Comparativement, la première moisson de cannabis légal en 2023 n’a produit qu’environ 296 tonnes. Plus de 2 millions de graines ont été importées d’Europe pour cette récolte. Toutefois, le semis s’est effectué en juin et juillet, durant une période de chaleur extrême au Maroc, ce qui a impacté négativement les taux de germination et de croissance de la plante. L’ANRAC mentionne une perte de 20% causée par les températures élevées, entre 47°C et 49°C, coïncidant avec la floraison du cannabis. Bien que certains cultivateurs aient atteint un rendement de 6 tonnes par hectare, la moyenne était environ de 18 quintaux.
La position compétitive du Maroc dans un secteur éminemment concurrentiel est également en danger. Aziz Makhlouf, directeur de la coopérative Bio Cannat, note que les coûts de production sont plus élevés au Maroc qu’en Europe, en raison de l’installation de la filière et des pertes subies l’année précédente. La culture en plein air au Maroc, qui caractérise toutes ses cultures, exacerbe leur sensibilité aux conditions climatiques, contrairement aux productions européennes, principalement sous serre.

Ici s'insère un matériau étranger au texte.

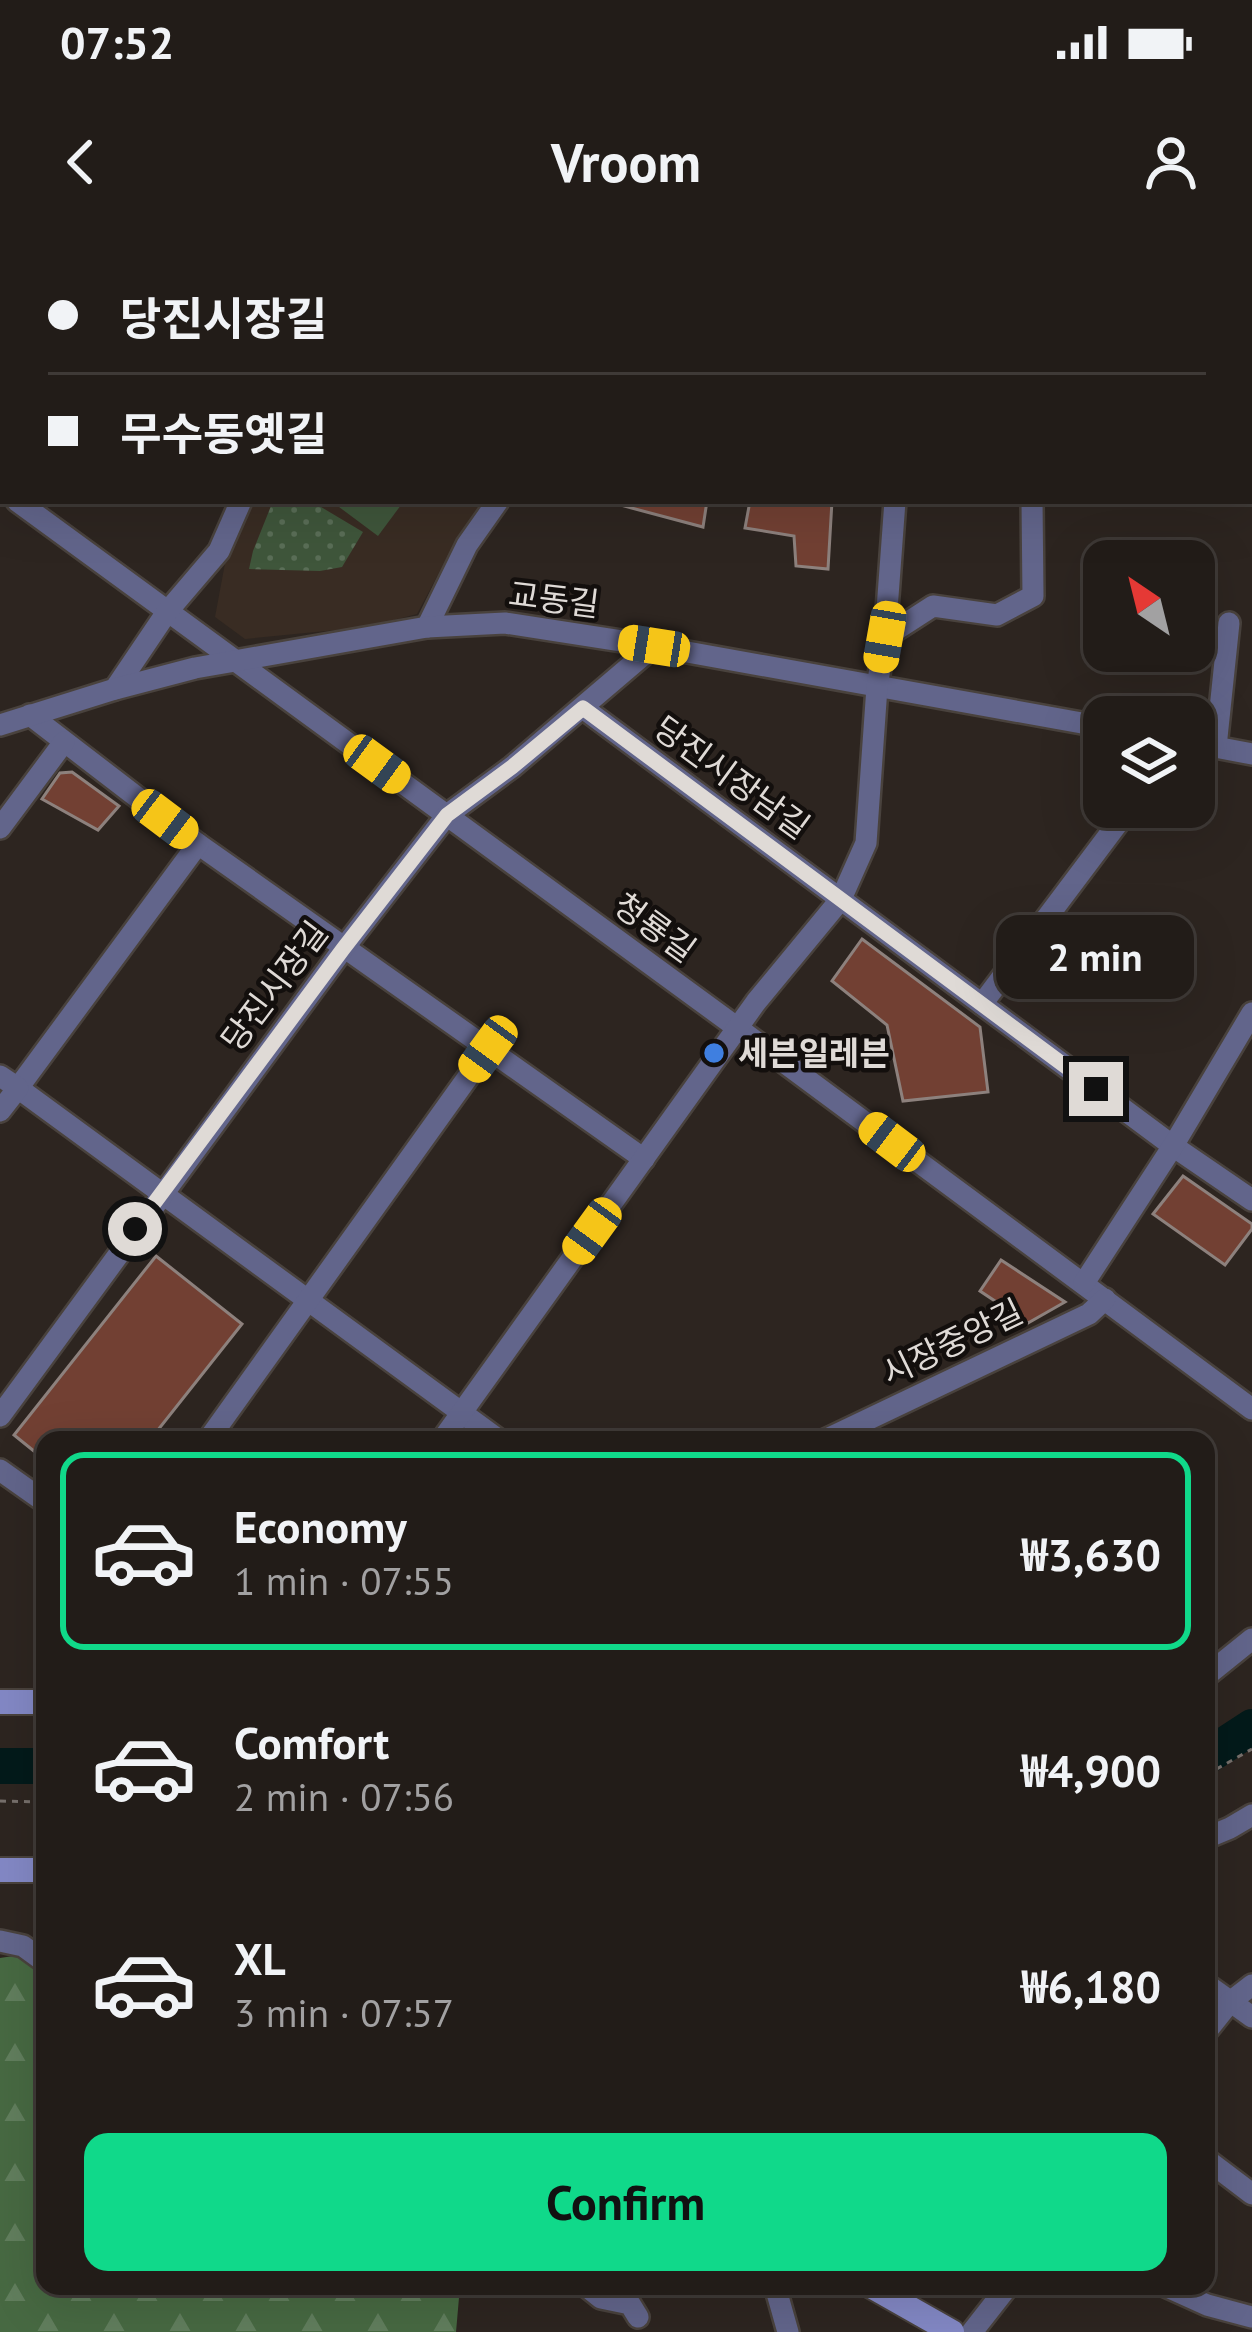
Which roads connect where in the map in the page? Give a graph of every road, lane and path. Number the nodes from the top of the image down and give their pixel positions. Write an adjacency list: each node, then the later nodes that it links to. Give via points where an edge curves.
1 (20, 504): 6 (street, 청룡길)
2 (240, 504): 6 (street, via 219,551)
3 (496, 504): 8 (street)
4 (895, 504): 9 (street)
5 (1032, 504): 9 (street, via 1033,596 997,615 933,606)
6 (167, 612): 11 (street, 청룡길); 13 (street)
7 (1229, 623): 14 (street)
8 (427, 627): 10 (street, 교동길, via 505,623); 11 (street, 교동길)
9 (885, 637): 12 (street)
10 (654, 646): 12 (street, 교동길); 15 (street, 당진시장길)
11 (238, 661): 13 (street, 교동길); 22 (street, 청룡길)
12 (877, 687): 17 (street, 교동길); 26 (street, via 866,843)
13 (115, 689): 16 (street, 교동길)
14 (1215, 696)
15 (583, 708): 22 (street, 당진시장길); 26 (street, 당진시장남길)
16 (30, 715): 18 (street, 교동길); 19 (street)
17 (1083, 723)
18 (0, 724)
19 (64, 742): 23 (street); 25 (street)
20 (1215, 747): 21 (street)
21 (1252, 754)
22 (447, 815): 27 (street, 당진시장길); 30 (street, 청룡길)
23 (0, 828)
24 (1114, 828): 28 (street)
25 (198, 844): 27 (street); 32 (street)
26 (842, 899): 28 (street, 당진시장남길); 30 (street)
27 (343, 949): 31 (street); 36 (street, 당진시장길)
28 (982, 1004): 34 (street, 당진시장남길)
29 (1252, 1013): 34 (street)
30 (739, 1028): 35 (street); 38 (street, 청룡길)
31 (488, 1049): 35 (street); 39 (street)
32 (9, 1082): 33 (street); 36 (street)
33 (0, 1111)
34 (1173, 1146): 37 (street, 당진시장남길); 38 (street)
35 (644, 1159): 42 (street)
36 (163, 1192): 39 (street); 43 (street, 당진시장길)
37 (1252, 1199)
38 (1084, 1283): 40 (street, 청룡길)
39 (308, 1299): 42 (street); 44 (street)
40 (1106, 1300): 41 (street, 청룡길); 47 (street, 시장중앙길)
41 (1252, 1409)
42 (463, 1412): 45 (street); 46 (street)
43 (0, 1416)
44 (214, 1431)
45 (449, 1431)
46 (487, 1431)
47 (843, 1431)
48 (0, 1470): 49 (street)
49 (36, 1496)
50 (1252, 1639): 51 (street)
51 (1215, 1669)
52 (0, 1702): 53 (main road)
53 (36, 1702)
54 (1252, 1749): 55 (path)
55 (1215, 1770)
56 (0, 1802): 57 (path)
57 (36, 1802)
58 (1252, 1815): 59 (street)
59 (1215, 1834)
60 (0, 1870): 61 (main road)
61 (36, 1870)
62 (0, 1941): 63 (street)
63 (36, 1956)
64 (1252, 1985): 66 (street)
65 (1215, 1991): 66 (street)
66 (1230, 2002): 67 (street); 68 (street)
67 (1252, 2017)
68 (1215, 2021)
69 (1215, 2166): 70 (street)
70 (1252, 2194)
71 (597, 2295): 77 (street, via 630,2304)
72 (778, 2295): 79 (street)
73 (792, 2295): 80 (street)
74 (887, 2295): 81 (main road)
75 (1001, 2295): 82 (street)
76 (1185, 2295): 78 (street)
77 (638, 2317)
78 (1252, 2317)
79 (788, 2332)
80 (799, 2332)
81 (952, 2332)
82 (972, 2332)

Par conséquent, l’ANRAC plaide pour l’arrêt de l’usage de graines importées, cultivées uniquement sous système d’irrigation, et prône la valorisation d’un « patrimoine national » : la « beldiya », une variété locale et précoce de cannabis, qui nécessite moins d’eau et dont la plantation commence en février. Néanmoins, comme cette espèce n’a jamais été certifiée, sa production selon un cadre juridique a jusqu’à présent été impossible. L’agence travaille à résoudre ce problème en collaboration avec l’Institut national de la recherche agronomique (INRA) du Maroc. Son but est de rendre la « beldiya » accessible aux agriculteurs d’ici 2025.